■ **Task**
Below are records; give the number of their lines that contain "Quinta", and only that number.

■ **Data for analysis**

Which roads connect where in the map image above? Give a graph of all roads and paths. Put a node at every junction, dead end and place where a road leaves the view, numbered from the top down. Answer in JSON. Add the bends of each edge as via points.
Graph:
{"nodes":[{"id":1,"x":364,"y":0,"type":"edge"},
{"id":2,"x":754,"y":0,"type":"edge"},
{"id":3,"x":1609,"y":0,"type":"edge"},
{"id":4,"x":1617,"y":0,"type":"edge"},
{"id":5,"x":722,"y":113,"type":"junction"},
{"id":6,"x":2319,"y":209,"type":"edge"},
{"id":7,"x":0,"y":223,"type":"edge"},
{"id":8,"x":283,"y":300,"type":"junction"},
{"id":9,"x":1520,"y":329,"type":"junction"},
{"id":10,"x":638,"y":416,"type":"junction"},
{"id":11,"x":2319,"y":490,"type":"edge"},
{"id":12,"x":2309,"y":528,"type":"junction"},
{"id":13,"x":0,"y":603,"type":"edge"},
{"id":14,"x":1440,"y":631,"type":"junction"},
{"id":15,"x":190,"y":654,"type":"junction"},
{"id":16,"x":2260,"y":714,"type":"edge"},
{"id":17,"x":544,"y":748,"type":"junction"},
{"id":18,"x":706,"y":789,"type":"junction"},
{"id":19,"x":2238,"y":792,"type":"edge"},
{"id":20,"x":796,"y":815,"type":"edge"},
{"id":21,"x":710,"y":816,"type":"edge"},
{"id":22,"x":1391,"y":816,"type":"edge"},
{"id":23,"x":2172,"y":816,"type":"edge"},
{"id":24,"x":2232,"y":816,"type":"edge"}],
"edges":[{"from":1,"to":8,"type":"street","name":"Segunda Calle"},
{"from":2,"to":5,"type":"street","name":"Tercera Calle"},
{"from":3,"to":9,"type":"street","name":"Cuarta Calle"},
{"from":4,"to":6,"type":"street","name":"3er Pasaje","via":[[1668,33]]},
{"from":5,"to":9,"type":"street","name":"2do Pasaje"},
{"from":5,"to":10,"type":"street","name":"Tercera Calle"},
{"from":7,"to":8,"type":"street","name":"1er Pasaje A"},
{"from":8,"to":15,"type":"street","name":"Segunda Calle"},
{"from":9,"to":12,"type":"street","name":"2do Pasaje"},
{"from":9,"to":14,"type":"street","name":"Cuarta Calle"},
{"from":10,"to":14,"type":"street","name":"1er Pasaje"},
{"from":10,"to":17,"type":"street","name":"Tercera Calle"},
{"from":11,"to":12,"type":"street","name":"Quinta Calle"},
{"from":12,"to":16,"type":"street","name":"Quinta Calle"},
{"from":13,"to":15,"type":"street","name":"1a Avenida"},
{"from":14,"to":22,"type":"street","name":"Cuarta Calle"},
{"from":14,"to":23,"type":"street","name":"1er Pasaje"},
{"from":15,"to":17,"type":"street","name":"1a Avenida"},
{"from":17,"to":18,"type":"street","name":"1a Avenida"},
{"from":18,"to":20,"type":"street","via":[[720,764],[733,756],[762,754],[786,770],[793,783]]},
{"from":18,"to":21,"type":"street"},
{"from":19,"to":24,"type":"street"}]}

■ **Answer area**
2